--- TASK INPUT Enclosed Below ---

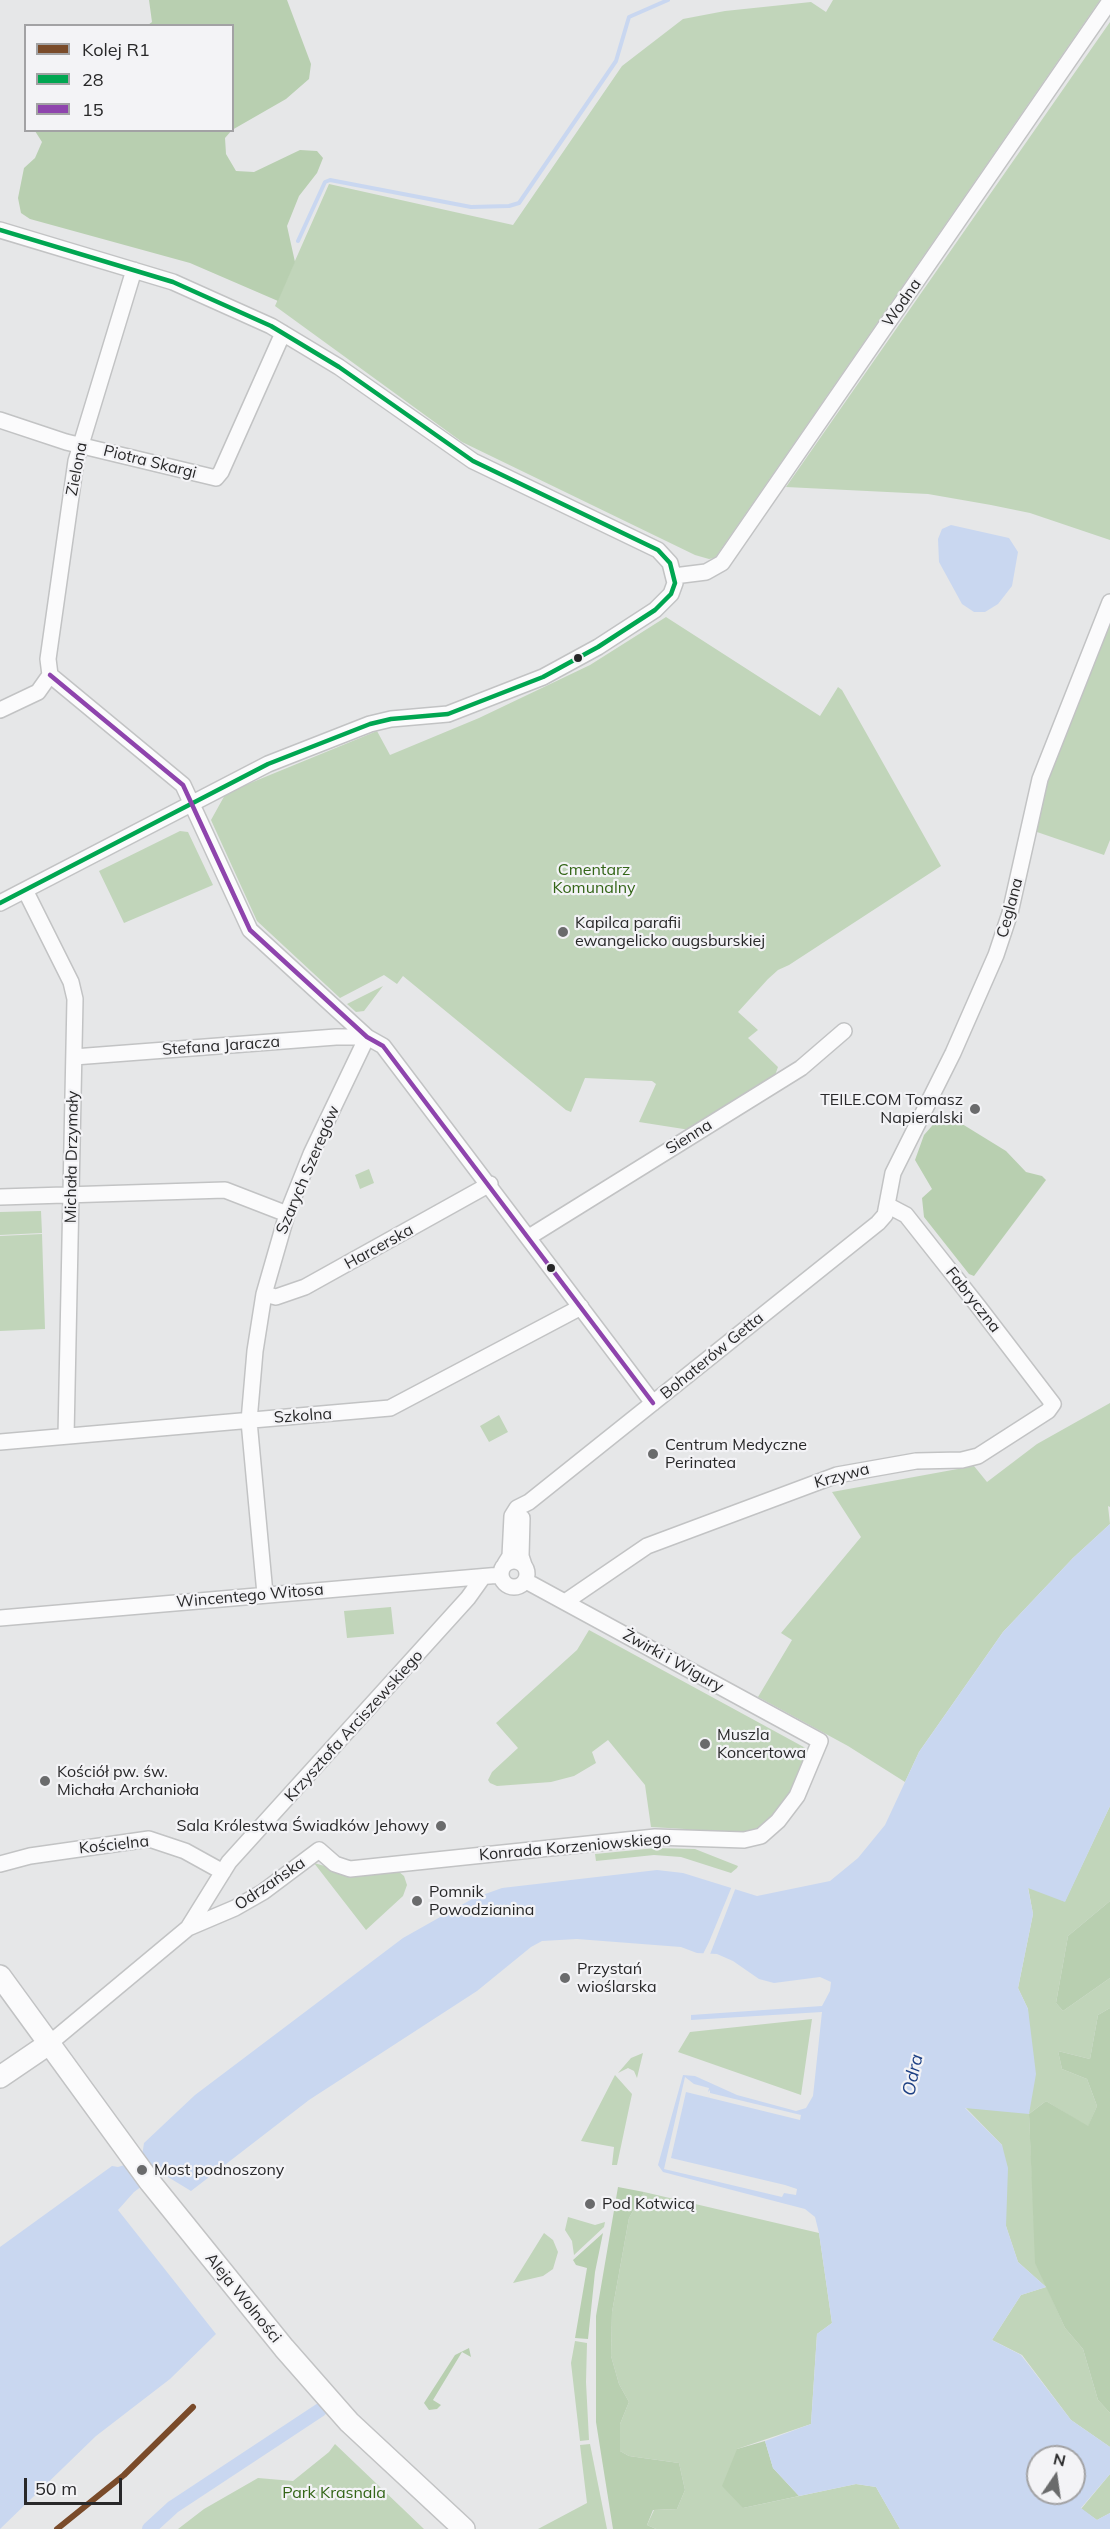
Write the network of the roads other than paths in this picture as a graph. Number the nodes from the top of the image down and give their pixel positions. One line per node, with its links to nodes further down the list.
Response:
1 (1110, 1): 7 (street, Wodna)
2 (0, 230): 3 (street)
3 (134, 270): 4 (street); 6 (street, Zielona)
4 (283, 333): 6 (street, Piotra Skargi); 7 (street)
5 (0, 420): 6 (street, Piotra Skargi)
6 (80, 445): 9 (street, Zielona)
7 (674, 576): 11 (street)
8 (1110, 602): 20 (street, Ceglana)
9 (50, 675): 10 (street); 11 (street)
10 (0, 710)
11 (193, 804): 12 (street); 15 (street)
12 (25, 890): 13 (street); 16 (street, Michała Drzymały)
13 (0, 903)
14 (844, 1031): 22 (street, Sienna)
15 (367, 1037): 16 (street, Stefana Jaracza); 17 (street); 21 (street, Szarych Szeregów)
16 (74, 1057): 18 (street, Michała Drzymały)
17 (490, 1184): 22 (street); 23 (street, Harcerska)
18 (71, 1194): 19 (street); 21 (street); 28 (street, Michała Drzymały)
19 (0, 1197)
20 (887, 1204): 25 (street, Bohaterów Getta); 26 (street, Fabryczna)
21 (287, 1214): 23 (street, Szarych Szeregów)
22 (529, 1237): 24 (street)
23 (264, 1294): 27 (street, Szarych Szeregów)
24 (581, 1307): 25 (street); 27 (street, Szkolna)
25 (653, 1403): 30 (street, Bohaterów Getta)
26 (1053, 1404): 36 (street, Krzywa)
27 (249, 1421): 28 (street, Szkolna); 35 (street, Szarych Szeregów)
28 (66, 1436): 29 (street, Szkolna)
29 (0, 1442)
30 (529, 1502): 31 (street); 32 (street, Bohaterów Getta)
31 (524, 1565): 32 (street); 34 (street)
32 (503, 1570): 33 (street, Wincentego Witosa); 34 (street)
33 (483, 1577): 35 (street, Wincentego Witosa); 41 (street, Krzysztofa Arciszewskiego)
34 (526, 1581): 36 (street, Żwirki i Wigury)
35 (265, 1594): 37 (street, Wincentego Witosa)
36 (565, 1602): 38 (street, Żwirki i Wigury)
37 (0, 1618)
38 (820, 1741): 39 (street, Konrada Korzeniowskiego)
39 (418, 1862): 42 (street, Odrzańska)
40 (0, 1864): 41 (street, Kościelna)
41 (223, 1872): 42 (street, Odrzańska)
42 (188, 1928): 44 (street, Odrzańska)
43 (1, 1976): 44 (street, Aleja Wolności)
44 (50, 2043): 45 (street); 46 (street, Aleja Wolności)
45 (0, 2077)
46 (464, 2529)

--- End of Enclosed TASK INPUT ---

YOUR GOAL. The reply must hold every line above exactly as written and none of the pictures.

YOUR RESPONSE.
Write the network of the roads other than paths in this picture as a graph. Number the nodes from the top of the image down and give their pixel positions. One line per node, with its links to nodes further down the list.
Response:
1 (1110, 1): 7 (street, Wodna)
2 (0, 230): 3 (street)
3 (134, 270): 4 (street); 6 (street, Zielona)
4 (283, 333): 6 (street, Piotra Skargi); 7 (street)
5 (0, 420): 6 (street, Piotra Skargi)
6 (80, 445): 9 (street, Zielona)
7 (674, 576): 11 (street)
8 (1110, 602): 20 (street, Ceglana)
9 (50, 675): 10 (street); 11 (street)
10 (0, 710)
11 (193, 804): 12 (street); 15 (street)
12 (25, 890): 13 (street); 16 (street, Michała Drzymały)
13 (0, 903)
14 (844, 1031): 22 (street, Sienna)
15 (367, 1037): 16 (street, Stefana Jaracza); 17 (street); 21 (street, Szarych Szeregów)
16 (74, 1057): 18 (street, Michała Drzymały)
17 (490, 1184): 22 (street); 23 (street, Harcerska)
18 (71, 1194): 19 (street); 21 (street); 28 (street, Michała Drzymały)
19 (0, 1197)
20 (887, 1204): 25 (street, Bohaterów Getta); 26 (street, Fabryczna)
21 (287, 1214): 23 (street, Szarych Szeregów)
22 (529, 1237): 24 (street)
23 (264, 1294): 27 (street, Szarych Szeregów)
24 (581, 1307): 25 (street); 27 (street, Szkolna)
25 (653, 1403): 30 (street, Bohaterów Getta)
26 (1053, 1404): 36 (street, Krzywa)
27 (249, 1421): 28 (street, Szkolna); 35 (street, Szarych Szeregów)
28 (66, 1436): 29 (street, Szkolna)
29 (0, 1442)
30 (529, 1502): 31 (street); 32 (street, Bohaterów Getta)
31 (524, 1565): 32 (street); 34 (street)
32 (503, 1570): 33 (street, Wincentego Witosa); 34 (street)
33 (483, 1577): 35 (street, Wincentego Witosa); 41 (street, Krzysztofa Arciszewskiego)
34 (526, 1581): 36 (street, Żwirki i Wigury)
35 (265, 1594): 37 (street, Wincentego Witosa)
36 (565, 1602): 38 (street, Żwirki i Wigury)
37 (0, 1618)
38 (820, 1741): 39 (street, Konrada Korzeniowskiego)
39 (418, 1862): 42 (street, Odrzańska)
40 (0, 1864): 41 (street, Kościelna)
41 (223, 1872): 42 (street, Odrzańska)
42 (188, 1928): 44 (street, Odrzańska)
43 (1, 1976): 44 (street, Aleja Wolności)
44 (50, 2043): 45 (street); 46 (street, Aleja Wolności)
45 (0, 2077)
46 (464, 2529)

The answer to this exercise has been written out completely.